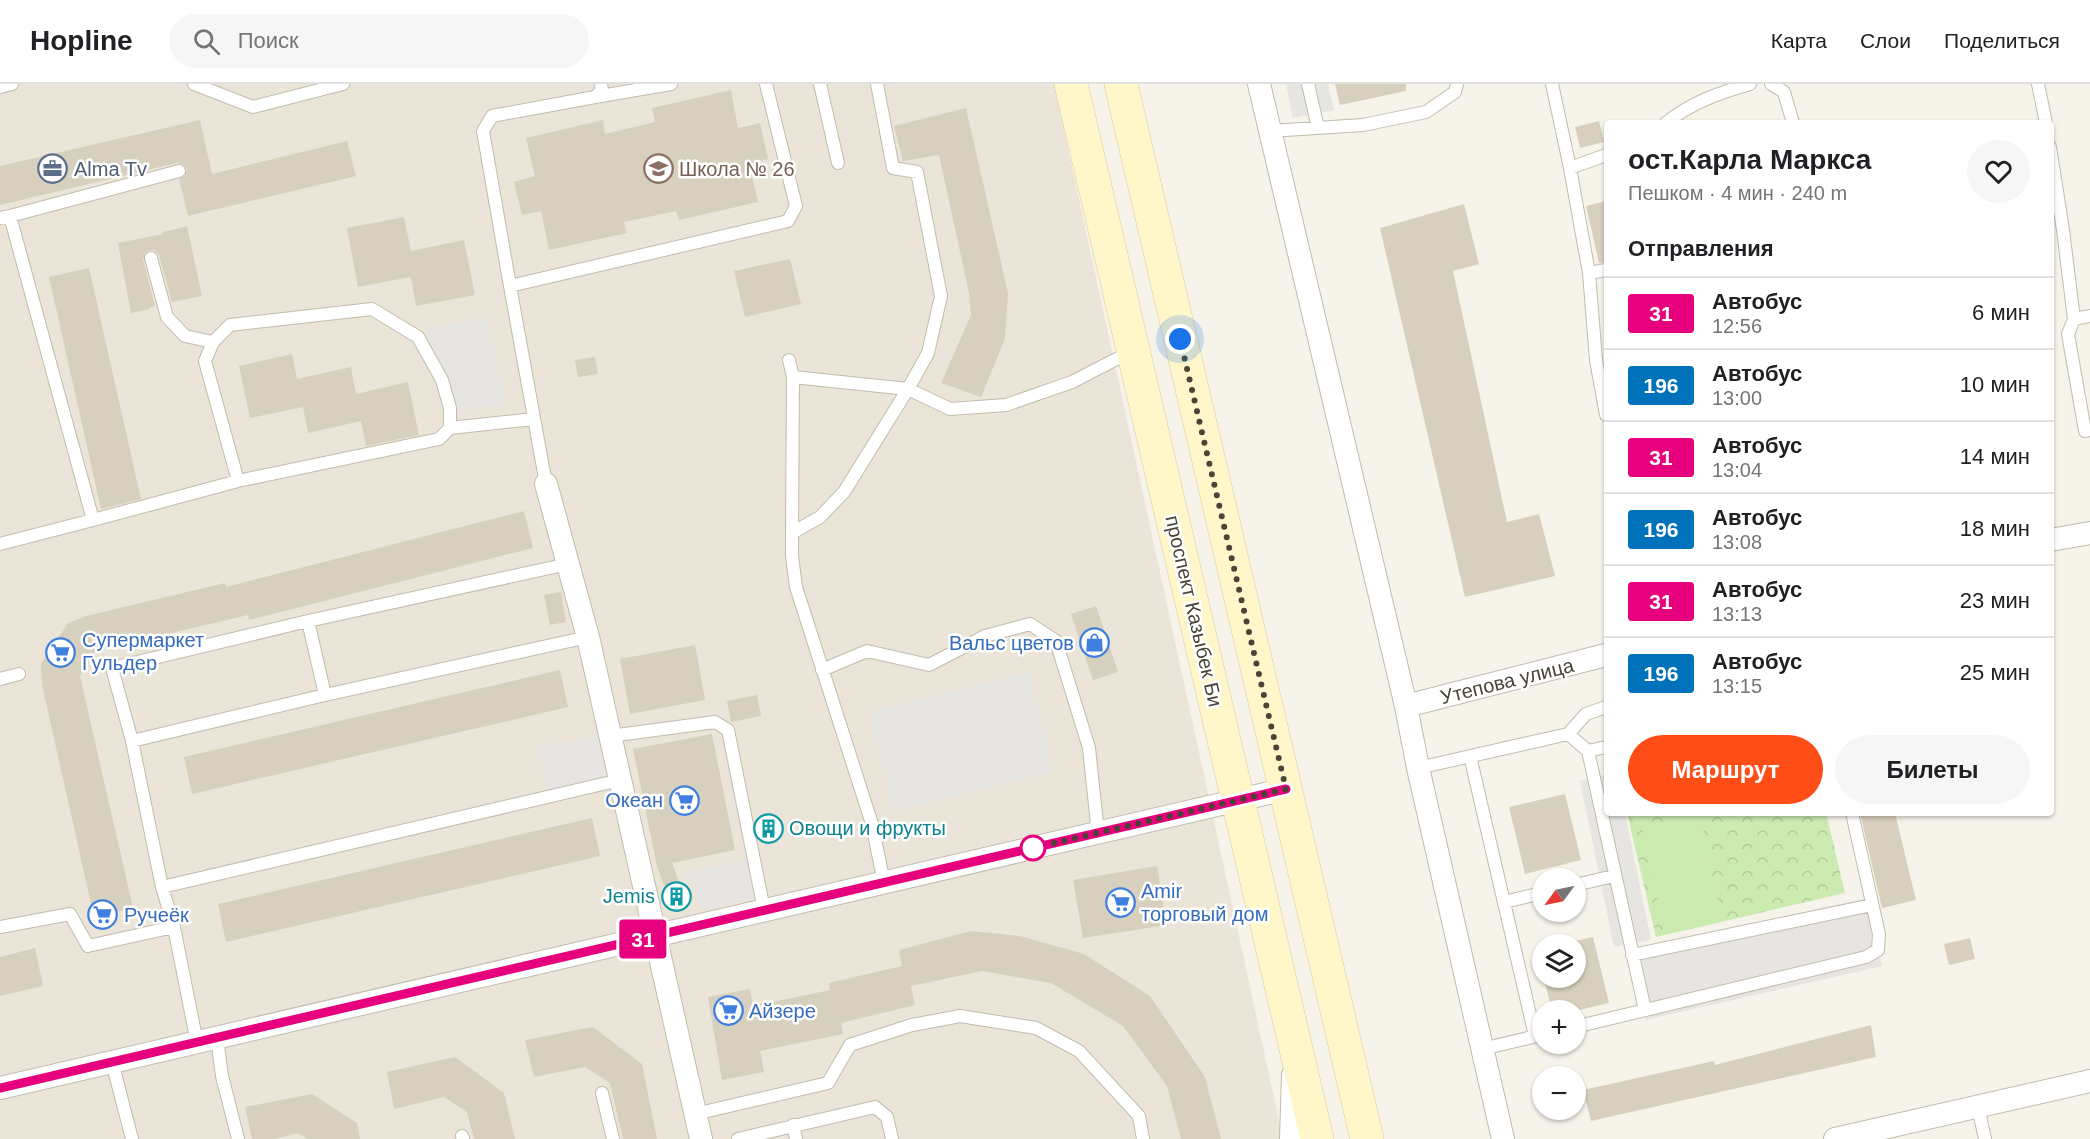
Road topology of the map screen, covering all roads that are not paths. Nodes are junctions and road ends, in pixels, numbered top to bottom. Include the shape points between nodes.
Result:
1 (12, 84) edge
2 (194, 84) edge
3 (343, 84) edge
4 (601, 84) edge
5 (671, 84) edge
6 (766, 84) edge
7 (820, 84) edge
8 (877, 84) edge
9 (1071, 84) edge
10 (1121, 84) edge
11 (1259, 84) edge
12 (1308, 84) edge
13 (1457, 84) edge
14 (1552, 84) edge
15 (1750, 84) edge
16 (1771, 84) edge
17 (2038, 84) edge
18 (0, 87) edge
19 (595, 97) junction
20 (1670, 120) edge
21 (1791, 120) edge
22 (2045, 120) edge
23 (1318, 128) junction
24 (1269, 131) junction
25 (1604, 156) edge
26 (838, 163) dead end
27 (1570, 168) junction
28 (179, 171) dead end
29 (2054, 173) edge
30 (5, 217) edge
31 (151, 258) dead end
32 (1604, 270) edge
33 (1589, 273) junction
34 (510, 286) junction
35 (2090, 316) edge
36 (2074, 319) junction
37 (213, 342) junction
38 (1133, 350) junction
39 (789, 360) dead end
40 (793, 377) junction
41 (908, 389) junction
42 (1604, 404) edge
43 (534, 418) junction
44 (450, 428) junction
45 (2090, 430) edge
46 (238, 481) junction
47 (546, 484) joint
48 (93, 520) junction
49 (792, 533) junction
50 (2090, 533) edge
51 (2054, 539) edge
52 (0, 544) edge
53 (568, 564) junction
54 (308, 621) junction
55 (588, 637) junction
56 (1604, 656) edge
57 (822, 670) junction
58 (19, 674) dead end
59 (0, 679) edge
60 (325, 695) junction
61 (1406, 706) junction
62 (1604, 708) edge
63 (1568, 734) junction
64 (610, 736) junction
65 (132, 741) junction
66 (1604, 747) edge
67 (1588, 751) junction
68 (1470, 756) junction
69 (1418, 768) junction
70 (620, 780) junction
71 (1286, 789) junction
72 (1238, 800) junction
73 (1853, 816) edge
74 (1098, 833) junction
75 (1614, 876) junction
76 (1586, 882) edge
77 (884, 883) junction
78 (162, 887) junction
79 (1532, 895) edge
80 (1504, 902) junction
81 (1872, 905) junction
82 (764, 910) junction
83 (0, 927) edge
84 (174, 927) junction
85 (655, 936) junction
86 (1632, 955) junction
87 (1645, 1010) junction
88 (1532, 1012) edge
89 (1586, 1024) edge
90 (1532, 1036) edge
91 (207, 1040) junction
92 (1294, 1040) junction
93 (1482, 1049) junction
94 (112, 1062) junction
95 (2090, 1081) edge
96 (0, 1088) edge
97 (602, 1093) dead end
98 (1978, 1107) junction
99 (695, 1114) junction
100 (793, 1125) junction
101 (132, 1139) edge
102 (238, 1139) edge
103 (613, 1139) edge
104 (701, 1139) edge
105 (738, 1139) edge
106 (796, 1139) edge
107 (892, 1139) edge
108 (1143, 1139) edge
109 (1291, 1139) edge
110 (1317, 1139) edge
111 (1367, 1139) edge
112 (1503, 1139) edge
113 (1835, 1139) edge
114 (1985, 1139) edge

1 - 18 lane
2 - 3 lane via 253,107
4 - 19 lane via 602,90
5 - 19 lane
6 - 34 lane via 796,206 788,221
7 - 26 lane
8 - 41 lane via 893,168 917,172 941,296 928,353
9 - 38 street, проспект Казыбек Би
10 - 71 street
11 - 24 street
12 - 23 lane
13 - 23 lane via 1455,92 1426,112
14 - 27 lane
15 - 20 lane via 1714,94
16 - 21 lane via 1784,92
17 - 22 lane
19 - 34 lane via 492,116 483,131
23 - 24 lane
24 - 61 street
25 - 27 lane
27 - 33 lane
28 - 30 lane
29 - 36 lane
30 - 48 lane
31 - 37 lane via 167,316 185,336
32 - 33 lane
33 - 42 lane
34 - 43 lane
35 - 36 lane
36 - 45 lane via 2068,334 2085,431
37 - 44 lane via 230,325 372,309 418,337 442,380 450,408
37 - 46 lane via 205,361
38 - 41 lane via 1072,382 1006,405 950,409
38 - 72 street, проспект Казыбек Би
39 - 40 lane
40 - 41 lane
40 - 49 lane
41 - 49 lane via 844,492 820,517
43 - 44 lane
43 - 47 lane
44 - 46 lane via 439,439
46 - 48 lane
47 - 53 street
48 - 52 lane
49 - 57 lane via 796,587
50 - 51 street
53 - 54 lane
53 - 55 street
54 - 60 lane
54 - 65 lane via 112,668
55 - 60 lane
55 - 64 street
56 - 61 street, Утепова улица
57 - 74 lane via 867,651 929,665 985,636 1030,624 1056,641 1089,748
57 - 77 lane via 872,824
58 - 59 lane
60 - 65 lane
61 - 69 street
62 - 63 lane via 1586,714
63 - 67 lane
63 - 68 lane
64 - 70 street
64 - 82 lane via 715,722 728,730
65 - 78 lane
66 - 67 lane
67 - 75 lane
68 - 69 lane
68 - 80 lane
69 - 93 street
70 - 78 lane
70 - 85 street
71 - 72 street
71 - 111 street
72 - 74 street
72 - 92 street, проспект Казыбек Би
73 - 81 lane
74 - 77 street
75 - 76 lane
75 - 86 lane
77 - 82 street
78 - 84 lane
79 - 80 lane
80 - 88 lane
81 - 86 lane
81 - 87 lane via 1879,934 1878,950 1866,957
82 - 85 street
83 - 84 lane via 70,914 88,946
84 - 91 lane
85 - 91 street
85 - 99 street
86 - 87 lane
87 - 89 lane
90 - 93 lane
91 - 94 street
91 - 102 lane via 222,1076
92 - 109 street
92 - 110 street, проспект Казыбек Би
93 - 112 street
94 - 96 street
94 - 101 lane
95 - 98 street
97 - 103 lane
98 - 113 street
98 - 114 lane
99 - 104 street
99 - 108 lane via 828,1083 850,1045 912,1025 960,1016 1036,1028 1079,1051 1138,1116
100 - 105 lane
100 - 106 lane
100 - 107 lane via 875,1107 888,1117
++++++
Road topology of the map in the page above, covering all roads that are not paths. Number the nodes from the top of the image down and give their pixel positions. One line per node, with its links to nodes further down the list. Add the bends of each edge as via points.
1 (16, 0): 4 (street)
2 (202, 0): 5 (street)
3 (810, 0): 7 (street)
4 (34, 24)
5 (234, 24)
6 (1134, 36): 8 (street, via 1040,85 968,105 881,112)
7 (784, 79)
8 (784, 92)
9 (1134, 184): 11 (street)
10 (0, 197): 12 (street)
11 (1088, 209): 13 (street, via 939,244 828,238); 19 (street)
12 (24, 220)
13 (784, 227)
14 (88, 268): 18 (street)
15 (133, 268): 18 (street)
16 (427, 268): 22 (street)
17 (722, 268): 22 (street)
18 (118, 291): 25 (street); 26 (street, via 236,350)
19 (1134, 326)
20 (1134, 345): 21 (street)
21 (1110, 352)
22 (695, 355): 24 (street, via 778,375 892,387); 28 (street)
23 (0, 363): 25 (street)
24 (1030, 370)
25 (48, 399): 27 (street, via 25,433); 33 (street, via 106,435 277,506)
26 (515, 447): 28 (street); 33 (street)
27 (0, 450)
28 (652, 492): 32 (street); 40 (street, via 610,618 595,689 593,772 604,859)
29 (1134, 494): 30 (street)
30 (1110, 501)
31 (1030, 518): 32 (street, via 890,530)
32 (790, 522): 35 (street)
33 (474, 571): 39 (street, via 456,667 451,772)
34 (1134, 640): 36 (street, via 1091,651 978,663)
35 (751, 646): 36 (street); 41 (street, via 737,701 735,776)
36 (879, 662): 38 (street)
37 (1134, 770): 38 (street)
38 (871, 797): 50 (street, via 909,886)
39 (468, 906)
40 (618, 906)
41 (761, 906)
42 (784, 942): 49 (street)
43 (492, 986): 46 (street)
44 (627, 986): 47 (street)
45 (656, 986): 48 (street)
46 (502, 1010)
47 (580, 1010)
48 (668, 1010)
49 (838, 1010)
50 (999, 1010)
++++++
Find every line in the records that uses the string "Казыбек", then copy it.

**Exercise answer:**
9 - 38 street, проспект Казыбек Би
38 - 72 street, проспект Казыбек Би
72 - 92 street, проспект Казыбек Би
92 - 110 street, проспект Казыбек Би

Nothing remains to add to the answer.